If nothing else, I may need to do penance for my sins… (The image at right is “‘La Penitente’ by Pietro Rotari.”)
Which relates to the kind of Wandering in the Wilderness that many of us seem to have to go through. (That is, before we “reach a certain age” and – for example – feel like we know what we’re doing.)
So anyway, this whole idea of Lent as a kind of mini-Wandering in the Wilderness started back with Moses. And with his leading the Children of Israel during the original Exodus, as recited years later by Nehemiah, at 9:12-21. Now we don’t have an actual “pillar of cloud” by day, or a “pillar of fire in the night” to light our way. But we do have the example set by Jesus.
Which brings up the whole topic of Ash Wednesday and the Season of Lent:
According to the canonical gospels of Matthew, Mark and Luke, Jesus Christ spent 40 days fasting in the desert, where he endured temptation by Satan. Lent originated as a mirroring of this, fasting 40 days as preparation for Easter.
See Wikipedia, On Ash Wednesday and Lent, and also Lent 101 – The Upper Room.

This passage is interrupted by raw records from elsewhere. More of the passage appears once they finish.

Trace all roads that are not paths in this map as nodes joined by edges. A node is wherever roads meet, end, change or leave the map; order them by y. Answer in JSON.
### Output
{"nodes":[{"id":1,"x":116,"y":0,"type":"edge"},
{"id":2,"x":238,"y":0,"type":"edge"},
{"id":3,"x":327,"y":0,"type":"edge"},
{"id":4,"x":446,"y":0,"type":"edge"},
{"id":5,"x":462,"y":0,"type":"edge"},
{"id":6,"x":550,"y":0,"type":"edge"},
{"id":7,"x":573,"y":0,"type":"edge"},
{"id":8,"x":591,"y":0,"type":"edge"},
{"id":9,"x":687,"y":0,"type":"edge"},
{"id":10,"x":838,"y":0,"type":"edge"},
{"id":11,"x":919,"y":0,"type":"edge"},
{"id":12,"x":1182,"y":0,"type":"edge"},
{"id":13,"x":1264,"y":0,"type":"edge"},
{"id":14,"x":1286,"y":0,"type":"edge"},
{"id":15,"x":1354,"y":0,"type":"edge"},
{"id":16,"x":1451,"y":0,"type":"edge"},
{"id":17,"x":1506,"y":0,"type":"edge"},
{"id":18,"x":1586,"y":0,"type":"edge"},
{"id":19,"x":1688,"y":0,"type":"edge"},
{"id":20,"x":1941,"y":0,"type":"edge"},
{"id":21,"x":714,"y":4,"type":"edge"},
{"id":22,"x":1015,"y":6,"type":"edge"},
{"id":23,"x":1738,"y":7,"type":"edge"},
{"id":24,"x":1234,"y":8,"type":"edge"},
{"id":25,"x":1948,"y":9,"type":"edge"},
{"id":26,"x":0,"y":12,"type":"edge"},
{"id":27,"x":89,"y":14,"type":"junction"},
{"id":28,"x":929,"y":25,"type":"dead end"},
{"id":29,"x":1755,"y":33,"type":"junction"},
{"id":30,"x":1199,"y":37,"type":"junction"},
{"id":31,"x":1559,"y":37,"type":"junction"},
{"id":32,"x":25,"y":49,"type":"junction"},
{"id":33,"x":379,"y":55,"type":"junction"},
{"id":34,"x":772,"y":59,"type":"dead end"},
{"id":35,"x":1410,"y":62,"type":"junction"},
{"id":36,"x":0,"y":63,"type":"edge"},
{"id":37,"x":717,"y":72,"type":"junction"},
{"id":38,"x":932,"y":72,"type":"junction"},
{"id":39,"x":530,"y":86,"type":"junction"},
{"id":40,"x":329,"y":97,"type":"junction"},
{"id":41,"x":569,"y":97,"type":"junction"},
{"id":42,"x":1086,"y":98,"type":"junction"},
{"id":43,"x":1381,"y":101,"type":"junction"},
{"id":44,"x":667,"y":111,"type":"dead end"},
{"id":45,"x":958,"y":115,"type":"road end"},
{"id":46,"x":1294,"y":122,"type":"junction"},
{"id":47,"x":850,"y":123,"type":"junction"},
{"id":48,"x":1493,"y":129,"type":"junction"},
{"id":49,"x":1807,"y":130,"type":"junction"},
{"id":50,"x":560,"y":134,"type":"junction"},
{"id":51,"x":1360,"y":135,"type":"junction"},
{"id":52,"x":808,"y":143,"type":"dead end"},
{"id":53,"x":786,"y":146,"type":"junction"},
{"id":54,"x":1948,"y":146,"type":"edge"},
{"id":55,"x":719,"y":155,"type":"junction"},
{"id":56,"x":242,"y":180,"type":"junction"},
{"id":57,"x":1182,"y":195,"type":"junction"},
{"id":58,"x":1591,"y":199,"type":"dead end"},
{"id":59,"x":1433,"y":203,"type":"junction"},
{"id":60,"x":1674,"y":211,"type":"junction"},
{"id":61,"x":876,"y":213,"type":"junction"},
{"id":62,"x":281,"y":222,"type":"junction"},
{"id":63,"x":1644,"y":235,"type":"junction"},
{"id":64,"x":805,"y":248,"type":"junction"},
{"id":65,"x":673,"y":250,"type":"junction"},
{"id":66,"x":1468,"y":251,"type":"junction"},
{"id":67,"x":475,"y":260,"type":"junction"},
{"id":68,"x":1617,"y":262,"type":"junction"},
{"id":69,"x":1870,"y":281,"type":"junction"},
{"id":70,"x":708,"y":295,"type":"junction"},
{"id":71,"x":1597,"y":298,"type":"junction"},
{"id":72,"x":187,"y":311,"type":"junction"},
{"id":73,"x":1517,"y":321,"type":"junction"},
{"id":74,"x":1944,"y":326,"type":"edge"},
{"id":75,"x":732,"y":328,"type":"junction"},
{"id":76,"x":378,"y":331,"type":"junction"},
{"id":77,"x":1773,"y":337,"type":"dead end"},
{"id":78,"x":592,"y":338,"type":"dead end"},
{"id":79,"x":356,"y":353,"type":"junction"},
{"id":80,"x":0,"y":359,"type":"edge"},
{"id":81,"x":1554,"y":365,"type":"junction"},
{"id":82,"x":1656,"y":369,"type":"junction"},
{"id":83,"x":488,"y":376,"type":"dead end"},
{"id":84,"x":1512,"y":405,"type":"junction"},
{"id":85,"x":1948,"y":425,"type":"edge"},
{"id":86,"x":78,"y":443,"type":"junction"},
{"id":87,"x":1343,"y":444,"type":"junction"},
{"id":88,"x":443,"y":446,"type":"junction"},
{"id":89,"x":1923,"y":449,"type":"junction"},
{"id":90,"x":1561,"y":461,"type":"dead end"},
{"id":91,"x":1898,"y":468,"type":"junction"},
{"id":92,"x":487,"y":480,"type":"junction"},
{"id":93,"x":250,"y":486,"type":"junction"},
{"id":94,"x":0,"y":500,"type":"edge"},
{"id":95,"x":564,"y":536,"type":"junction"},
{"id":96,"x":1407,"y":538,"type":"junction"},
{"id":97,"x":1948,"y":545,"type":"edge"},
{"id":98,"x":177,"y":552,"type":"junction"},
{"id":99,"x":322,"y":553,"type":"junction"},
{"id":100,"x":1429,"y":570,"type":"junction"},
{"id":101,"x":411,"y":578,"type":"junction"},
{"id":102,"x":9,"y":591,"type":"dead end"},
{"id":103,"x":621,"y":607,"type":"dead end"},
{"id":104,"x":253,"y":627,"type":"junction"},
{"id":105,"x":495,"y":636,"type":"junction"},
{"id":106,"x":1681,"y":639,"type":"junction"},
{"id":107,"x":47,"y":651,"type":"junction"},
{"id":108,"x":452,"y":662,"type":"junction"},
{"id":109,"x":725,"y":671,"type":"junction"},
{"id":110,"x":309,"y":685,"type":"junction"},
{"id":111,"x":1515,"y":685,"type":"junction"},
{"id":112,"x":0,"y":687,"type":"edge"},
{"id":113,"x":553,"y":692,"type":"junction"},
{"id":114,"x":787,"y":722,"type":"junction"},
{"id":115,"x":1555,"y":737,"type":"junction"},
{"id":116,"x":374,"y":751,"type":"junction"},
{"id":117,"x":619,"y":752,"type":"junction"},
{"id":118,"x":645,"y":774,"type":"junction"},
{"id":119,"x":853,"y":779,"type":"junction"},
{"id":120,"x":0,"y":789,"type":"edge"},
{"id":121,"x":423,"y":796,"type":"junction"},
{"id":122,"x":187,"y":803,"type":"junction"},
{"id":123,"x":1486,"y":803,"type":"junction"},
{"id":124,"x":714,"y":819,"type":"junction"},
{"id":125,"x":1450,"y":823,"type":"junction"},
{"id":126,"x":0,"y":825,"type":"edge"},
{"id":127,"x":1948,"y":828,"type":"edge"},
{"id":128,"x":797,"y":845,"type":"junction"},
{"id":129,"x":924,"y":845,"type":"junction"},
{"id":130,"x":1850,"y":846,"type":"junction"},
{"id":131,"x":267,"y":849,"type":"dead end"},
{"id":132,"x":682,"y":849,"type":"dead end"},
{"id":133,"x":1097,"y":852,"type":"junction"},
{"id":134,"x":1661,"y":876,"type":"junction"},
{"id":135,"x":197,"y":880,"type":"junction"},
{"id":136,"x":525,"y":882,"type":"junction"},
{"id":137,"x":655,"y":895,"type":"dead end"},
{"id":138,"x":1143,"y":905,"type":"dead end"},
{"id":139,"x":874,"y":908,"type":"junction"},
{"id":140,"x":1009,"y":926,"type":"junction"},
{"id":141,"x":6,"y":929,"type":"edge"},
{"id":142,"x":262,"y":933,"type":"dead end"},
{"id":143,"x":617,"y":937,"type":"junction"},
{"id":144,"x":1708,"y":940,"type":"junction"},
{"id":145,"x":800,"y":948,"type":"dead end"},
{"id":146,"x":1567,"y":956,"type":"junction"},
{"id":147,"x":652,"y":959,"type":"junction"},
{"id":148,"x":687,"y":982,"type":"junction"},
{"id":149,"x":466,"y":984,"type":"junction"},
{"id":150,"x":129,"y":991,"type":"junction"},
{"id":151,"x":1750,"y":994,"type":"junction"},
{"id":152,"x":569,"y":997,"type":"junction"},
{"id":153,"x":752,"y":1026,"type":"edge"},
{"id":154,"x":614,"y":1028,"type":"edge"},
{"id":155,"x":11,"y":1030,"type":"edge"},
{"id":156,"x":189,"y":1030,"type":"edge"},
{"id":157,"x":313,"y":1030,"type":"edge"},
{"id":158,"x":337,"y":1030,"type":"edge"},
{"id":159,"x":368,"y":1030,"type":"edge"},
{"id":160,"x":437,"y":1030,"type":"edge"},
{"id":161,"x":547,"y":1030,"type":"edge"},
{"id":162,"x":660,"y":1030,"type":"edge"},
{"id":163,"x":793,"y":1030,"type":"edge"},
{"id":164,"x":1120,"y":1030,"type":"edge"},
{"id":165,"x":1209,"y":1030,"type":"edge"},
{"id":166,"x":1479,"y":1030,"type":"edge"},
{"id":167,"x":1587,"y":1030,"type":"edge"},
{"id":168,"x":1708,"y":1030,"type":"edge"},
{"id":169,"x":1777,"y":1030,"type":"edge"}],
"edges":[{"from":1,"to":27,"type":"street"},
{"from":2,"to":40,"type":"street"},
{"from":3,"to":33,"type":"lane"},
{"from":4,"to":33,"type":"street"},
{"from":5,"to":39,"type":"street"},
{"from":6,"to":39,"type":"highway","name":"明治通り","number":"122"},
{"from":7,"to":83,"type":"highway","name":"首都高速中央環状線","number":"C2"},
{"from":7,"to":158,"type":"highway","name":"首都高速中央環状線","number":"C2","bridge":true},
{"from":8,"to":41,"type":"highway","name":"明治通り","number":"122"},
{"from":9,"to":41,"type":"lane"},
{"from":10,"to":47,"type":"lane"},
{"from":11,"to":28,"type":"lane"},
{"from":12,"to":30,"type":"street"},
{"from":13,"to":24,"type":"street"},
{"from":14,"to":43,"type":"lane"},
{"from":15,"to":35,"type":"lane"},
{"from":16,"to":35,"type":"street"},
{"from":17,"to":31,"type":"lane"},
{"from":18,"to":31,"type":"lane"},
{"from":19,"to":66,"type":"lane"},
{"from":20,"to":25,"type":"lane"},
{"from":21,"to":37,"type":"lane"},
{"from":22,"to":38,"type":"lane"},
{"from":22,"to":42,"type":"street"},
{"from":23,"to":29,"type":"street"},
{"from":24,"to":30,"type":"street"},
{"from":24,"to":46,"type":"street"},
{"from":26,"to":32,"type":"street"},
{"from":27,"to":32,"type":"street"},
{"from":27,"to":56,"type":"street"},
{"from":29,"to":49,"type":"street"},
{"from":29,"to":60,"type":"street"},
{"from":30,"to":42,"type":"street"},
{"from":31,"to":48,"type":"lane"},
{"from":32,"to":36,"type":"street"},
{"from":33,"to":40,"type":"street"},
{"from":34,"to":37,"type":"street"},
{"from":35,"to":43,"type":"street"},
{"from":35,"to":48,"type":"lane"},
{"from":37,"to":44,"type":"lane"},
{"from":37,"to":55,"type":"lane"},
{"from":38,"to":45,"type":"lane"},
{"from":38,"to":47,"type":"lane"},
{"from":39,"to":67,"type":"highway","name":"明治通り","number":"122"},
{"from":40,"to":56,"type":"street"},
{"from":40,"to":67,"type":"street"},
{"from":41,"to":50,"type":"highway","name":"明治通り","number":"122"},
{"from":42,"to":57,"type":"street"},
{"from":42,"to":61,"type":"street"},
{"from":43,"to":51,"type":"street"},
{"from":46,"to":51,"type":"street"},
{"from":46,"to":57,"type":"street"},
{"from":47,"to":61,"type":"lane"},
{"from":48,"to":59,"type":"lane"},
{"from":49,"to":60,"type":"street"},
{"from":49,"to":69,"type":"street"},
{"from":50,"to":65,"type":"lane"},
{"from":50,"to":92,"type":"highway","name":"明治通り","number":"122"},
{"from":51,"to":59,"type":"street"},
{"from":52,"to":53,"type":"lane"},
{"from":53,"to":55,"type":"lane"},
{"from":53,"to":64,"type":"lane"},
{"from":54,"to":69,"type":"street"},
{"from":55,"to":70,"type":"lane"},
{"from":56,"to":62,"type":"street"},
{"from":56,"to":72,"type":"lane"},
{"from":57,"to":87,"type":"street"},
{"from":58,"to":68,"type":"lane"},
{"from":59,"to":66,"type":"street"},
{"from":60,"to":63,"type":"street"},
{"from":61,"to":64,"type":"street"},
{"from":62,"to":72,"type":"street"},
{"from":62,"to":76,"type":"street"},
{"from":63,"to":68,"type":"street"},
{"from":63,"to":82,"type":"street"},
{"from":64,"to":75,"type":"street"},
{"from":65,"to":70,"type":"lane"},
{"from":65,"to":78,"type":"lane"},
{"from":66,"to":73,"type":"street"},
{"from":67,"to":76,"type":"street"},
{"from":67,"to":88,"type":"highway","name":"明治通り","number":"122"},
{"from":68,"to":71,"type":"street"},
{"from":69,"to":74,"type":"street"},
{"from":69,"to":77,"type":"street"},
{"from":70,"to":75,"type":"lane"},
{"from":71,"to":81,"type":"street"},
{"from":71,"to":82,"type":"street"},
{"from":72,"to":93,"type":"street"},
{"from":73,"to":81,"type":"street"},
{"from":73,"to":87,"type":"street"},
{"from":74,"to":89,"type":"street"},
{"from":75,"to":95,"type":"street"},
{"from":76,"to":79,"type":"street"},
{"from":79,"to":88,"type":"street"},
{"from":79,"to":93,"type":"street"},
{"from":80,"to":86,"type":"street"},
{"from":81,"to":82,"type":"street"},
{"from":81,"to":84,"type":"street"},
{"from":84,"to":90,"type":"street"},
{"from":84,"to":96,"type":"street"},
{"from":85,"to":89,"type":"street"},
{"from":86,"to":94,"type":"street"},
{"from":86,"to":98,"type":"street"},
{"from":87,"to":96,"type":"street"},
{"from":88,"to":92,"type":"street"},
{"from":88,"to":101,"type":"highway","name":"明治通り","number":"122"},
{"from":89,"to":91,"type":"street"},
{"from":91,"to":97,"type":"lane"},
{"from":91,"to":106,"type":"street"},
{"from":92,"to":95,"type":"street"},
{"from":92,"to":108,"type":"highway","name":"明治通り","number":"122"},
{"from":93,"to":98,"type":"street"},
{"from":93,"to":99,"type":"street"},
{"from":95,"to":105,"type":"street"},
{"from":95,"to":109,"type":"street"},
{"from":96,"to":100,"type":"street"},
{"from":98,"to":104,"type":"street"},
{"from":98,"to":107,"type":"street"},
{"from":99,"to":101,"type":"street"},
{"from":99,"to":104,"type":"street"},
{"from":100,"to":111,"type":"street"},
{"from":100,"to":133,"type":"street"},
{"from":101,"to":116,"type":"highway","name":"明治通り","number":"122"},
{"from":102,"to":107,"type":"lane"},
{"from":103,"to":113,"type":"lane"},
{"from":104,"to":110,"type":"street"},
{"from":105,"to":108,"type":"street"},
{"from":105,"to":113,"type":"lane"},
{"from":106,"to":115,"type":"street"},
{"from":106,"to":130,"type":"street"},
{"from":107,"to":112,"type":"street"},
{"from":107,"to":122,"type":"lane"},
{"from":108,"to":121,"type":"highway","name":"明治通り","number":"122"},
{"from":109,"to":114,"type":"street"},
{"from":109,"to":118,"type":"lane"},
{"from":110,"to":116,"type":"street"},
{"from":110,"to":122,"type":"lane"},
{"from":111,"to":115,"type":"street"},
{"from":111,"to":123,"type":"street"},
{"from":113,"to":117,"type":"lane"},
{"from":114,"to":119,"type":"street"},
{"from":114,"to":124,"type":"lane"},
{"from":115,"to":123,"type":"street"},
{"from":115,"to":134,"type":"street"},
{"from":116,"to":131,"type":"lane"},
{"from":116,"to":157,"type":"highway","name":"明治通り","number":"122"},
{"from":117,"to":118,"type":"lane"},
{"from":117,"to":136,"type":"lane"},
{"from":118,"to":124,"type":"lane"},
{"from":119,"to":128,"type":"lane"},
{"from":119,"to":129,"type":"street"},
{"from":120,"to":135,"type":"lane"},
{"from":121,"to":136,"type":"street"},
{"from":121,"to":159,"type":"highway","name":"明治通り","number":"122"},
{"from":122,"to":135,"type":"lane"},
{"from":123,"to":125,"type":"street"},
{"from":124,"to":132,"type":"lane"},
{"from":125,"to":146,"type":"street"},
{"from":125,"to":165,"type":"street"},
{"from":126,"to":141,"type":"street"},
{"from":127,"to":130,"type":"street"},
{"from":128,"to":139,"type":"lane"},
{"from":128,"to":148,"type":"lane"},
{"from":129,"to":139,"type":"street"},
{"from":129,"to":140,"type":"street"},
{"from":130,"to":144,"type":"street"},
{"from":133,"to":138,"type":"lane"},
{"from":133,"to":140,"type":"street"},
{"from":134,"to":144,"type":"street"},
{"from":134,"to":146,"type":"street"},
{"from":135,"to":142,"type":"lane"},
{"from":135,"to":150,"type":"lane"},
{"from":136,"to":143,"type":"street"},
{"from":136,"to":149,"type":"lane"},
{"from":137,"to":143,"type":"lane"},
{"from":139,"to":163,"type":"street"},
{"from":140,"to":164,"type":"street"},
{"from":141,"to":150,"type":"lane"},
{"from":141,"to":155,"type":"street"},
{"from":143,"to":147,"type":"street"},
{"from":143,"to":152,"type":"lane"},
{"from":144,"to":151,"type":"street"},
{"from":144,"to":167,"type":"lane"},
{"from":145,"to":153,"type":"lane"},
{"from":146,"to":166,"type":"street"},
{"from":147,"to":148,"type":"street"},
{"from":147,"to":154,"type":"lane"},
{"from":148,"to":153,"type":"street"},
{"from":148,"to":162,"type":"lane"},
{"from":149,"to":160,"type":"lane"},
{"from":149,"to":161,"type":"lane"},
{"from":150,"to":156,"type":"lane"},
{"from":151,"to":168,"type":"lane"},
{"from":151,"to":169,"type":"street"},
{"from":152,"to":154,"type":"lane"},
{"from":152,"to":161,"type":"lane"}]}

So the “40 days of Lent” are supposed to commemorate the 40 days that Jesus spent “wandering in the wilderness.” (And being “tempted.”) In turn, that act by Jesus mirrored the 40 years that the Hebrews – led by Moses – also spent “wandering around.” But as it’s evolved, most people today equate Lent with “giving up something they love.” Which may miss the point entirely. (See e.g., Lenten disciplines: spiritual exercises or ego trip?)
For me it seems more appropriate to remember that “while the Promised Land is wonderful, we learn our greatest lessons on the journey along the way.” That’s from the “mini-Wandering in the Wilderness” link above, posted by Rabbi Geoffrey A. Mitelman back in 2011. His article is called “What We Can Learn from Wandering in the Wilderness,” and it contains some valid points for this Lenten season. Points like this:
Life can be hard, and the world can be scary. If we learn to accept that, and not expect the world to revolve around us, we can discover the myriad ways in which we can make a difference, and invest our energy in those tasks.
So the Christian life itself is a pilgrimage, and the 40 days of Lent can be a kind of dress rehearsal, or “full-scale practice.” (Where it’s important to remember the happy ending.)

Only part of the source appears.